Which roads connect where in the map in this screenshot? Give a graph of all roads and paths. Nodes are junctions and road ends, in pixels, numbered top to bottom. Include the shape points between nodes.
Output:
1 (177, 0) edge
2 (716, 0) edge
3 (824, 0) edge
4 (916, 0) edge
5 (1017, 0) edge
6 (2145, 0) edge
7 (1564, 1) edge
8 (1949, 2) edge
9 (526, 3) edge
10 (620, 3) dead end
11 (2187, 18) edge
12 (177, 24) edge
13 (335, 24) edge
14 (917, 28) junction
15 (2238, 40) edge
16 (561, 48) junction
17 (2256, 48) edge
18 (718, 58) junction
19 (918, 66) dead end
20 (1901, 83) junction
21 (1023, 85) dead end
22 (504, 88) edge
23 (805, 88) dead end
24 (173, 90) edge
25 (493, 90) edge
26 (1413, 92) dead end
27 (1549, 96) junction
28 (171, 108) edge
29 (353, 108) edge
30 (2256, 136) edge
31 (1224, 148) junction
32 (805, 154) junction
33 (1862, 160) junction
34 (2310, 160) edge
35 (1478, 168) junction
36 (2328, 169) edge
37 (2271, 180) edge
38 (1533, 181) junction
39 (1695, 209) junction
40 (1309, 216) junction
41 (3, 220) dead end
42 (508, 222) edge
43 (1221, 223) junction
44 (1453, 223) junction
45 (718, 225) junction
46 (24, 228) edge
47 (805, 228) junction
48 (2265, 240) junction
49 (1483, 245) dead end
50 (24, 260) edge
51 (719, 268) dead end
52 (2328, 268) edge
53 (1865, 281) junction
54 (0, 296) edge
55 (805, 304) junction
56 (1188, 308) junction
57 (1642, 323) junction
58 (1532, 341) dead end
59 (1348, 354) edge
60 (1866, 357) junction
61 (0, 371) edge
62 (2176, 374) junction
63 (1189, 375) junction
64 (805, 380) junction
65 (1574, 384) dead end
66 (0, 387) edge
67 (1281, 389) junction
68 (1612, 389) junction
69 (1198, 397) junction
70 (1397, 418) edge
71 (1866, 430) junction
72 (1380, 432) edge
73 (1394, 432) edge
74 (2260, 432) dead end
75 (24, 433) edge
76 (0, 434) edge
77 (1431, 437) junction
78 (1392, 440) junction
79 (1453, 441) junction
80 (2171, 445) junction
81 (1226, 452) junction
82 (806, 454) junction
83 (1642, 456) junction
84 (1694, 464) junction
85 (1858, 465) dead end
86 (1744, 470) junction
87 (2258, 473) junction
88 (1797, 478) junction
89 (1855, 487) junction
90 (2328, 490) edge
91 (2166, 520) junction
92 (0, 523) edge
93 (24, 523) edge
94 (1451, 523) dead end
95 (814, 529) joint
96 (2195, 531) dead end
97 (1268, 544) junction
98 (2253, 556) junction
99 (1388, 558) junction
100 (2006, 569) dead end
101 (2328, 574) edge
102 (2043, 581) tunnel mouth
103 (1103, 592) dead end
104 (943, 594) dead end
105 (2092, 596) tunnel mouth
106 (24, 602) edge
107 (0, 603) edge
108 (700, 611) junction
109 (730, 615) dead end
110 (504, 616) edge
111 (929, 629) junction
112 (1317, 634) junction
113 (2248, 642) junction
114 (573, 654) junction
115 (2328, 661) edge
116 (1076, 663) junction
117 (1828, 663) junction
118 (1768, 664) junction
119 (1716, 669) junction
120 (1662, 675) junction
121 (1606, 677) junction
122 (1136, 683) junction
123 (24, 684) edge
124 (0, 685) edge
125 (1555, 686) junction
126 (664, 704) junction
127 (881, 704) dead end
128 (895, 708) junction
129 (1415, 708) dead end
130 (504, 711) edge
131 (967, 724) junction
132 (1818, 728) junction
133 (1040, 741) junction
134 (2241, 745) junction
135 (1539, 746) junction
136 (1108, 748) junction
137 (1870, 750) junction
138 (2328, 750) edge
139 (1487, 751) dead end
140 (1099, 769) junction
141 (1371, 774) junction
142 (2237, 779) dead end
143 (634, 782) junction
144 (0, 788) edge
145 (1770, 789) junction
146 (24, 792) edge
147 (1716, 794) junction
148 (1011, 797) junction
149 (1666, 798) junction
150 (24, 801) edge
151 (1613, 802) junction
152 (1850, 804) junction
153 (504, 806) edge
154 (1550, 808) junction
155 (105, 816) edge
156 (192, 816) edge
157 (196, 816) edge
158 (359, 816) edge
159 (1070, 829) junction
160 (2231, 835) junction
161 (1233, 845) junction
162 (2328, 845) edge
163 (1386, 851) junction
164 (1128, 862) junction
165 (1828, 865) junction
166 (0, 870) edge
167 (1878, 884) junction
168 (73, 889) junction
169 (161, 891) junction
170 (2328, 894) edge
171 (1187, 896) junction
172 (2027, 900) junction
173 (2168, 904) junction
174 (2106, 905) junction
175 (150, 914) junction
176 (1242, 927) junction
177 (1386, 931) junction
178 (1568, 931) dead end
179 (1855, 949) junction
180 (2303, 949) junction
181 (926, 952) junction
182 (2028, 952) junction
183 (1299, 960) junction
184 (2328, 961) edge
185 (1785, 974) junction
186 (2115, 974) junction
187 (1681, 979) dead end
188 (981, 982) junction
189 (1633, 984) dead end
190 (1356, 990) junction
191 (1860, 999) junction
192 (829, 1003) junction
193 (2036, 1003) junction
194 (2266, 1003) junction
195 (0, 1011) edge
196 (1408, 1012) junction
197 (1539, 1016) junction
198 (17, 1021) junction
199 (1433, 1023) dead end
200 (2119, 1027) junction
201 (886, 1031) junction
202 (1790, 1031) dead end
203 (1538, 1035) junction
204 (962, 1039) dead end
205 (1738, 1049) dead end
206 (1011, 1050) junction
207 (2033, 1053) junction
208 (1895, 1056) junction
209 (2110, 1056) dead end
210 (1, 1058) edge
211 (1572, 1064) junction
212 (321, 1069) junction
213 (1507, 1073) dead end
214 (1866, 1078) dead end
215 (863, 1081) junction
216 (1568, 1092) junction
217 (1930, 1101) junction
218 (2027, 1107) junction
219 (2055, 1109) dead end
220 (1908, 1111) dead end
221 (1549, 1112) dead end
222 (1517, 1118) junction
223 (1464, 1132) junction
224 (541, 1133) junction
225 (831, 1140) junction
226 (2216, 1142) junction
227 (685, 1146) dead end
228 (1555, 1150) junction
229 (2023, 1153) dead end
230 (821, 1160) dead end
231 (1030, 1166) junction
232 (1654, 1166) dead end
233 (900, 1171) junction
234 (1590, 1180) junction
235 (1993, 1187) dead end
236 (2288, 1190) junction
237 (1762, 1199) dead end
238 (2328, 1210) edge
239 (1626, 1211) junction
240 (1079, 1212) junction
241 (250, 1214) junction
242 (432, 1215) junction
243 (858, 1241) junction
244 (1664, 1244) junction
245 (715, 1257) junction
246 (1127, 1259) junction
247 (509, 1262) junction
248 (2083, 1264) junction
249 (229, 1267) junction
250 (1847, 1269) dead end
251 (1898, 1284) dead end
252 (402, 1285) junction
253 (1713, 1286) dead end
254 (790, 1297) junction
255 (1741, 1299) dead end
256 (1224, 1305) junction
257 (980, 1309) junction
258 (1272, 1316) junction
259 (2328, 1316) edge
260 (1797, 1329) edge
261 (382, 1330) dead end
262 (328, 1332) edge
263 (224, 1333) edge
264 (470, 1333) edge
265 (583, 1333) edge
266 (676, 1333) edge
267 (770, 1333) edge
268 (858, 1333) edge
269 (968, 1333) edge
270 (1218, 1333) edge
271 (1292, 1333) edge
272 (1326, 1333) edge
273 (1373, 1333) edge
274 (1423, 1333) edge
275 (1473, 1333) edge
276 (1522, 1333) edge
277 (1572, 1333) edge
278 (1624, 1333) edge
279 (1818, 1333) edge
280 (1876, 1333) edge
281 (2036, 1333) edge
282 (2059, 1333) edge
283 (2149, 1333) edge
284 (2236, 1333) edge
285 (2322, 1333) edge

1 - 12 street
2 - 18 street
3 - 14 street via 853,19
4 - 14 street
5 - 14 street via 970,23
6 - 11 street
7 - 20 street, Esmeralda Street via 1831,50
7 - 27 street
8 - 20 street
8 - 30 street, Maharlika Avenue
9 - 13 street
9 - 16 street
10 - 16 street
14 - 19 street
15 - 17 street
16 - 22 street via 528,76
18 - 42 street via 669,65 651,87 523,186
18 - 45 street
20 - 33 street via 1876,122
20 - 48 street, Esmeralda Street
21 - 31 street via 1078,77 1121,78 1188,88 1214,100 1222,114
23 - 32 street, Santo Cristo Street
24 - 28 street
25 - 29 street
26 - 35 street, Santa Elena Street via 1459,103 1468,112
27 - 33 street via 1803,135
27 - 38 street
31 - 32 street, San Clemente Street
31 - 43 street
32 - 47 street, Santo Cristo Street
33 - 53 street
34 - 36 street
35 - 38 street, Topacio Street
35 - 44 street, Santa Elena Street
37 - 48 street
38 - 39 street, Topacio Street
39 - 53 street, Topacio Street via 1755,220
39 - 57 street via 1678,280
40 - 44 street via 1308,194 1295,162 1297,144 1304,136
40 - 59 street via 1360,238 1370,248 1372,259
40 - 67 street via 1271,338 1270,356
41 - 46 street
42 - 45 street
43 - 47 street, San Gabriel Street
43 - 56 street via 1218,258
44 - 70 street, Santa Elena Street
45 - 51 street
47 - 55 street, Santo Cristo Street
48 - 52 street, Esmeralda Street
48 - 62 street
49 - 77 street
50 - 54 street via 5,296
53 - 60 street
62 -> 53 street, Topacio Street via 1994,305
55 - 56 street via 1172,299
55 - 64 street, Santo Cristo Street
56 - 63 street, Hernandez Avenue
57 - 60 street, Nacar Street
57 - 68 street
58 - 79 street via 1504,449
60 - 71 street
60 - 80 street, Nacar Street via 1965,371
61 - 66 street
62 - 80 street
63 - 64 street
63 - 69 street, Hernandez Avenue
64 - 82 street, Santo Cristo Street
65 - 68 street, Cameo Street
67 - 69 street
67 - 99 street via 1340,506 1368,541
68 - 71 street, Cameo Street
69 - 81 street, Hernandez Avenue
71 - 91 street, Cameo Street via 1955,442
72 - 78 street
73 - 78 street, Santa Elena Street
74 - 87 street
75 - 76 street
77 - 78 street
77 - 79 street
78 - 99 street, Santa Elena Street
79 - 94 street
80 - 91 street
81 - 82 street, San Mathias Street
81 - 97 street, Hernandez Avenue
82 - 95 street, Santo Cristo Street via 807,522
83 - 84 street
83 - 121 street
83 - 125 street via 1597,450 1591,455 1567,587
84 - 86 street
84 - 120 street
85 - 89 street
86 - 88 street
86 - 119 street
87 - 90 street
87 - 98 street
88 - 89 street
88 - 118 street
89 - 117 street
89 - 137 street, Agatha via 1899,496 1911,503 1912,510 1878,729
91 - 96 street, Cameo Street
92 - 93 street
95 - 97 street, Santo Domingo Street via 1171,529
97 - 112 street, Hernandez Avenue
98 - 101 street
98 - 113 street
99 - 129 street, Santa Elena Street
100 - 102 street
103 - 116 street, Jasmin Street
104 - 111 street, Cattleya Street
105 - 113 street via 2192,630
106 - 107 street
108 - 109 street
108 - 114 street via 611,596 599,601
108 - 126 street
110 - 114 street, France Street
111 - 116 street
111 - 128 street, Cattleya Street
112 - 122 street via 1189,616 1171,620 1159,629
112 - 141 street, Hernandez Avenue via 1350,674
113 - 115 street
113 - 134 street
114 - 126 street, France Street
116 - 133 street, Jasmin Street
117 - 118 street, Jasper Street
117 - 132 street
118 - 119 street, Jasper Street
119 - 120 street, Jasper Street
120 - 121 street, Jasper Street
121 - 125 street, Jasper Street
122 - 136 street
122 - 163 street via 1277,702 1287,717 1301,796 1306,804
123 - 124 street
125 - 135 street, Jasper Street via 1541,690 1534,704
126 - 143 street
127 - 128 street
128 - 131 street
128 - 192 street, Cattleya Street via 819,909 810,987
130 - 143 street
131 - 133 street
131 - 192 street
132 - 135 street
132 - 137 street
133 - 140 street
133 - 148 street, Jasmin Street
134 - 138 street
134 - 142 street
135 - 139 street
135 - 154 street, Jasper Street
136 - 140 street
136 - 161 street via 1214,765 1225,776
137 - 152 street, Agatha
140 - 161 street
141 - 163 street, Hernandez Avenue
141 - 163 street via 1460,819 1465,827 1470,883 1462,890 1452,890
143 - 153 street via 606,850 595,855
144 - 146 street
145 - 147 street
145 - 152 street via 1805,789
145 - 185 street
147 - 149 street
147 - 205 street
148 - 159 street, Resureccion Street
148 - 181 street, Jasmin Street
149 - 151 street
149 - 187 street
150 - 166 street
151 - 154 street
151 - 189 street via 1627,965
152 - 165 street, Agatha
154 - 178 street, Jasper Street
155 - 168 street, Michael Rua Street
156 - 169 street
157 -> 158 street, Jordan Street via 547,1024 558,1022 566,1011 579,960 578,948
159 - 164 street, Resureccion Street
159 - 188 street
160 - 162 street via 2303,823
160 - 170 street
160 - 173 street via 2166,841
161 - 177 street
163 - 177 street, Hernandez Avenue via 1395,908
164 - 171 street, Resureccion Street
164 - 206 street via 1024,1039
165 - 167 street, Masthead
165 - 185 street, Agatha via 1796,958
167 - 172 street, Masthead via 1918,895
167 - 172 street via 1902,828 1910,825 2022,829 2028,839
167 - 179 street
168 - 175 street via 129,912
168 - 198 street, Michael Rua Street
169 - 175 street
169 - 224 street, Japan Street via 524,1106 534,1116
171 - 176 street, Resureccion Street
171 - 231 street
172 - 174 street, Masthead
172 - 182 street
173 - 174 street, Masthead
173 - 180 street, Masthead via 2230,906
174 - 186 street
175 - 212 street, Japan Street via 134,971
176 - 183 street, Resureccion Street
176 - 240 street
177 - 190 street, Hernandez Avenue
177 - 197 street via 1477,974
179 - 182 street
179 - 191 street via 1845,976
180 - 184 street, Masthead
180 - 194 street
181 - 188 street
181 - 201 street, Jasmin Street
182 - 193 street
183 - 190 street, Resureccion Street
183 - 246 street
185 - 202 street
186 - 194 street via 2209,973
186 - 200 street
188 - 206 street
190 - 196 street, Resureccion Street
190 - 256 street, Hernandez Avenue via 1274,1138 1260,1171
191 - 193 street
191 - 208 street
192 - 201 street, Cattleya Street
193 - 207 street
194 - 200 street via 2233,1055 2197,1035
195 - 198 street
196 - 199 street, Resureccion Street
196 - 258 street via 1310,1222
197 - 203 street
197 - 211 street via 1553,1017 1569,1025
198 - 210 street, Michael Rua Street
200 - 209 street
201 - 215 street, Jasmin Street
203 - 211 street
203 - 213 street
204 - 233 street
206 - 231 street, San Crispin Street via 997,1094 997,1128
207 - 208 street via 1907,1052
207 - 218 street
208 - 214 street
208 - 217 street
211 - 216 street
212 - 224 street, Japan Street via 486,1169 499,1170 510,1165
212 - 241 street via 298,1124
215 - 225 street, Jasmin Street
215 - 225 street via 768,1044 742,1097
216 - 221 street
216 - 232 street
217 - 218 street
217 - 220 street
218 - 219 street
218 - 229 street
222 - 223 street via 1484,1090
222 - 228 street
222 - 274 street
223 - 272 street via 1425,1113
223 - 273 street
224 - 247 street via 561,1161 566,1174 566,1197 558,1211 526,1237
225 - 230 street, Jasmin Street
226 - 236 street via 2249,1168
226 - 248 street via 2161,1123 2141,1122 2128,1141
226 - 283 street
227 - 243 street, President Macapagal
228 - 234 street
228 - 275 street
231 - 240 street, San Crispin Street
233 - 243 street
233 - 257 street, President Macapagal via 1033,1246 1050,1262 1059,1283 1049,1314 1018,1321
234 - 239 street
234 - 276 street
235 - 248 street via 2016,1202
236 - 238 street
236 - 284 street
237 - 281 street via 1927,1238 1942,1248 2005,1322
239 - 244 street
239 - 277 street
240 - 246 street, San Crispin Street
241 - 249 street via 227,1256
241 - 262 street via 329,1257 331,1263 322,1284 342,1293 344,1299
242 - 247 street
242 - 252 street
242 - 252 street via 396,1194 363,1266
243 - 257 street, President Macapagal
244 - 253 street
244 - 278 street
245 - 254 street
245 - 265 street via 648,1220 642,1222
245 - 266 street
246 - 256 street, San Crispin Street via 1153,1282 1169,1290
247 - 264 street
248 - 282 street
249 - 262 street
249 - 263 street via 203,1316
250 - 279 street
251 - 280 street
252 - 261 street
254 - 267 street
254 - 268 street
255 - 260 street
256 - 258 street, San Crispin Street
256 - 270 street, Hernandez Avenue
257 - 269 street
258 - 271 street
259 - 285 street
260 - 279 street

# # # # #

Where the word "mouth" appears in a line of the entries, copy that line.

102 (2043, 581) tunnel mouth
105 (2092, 596) tunnel mouth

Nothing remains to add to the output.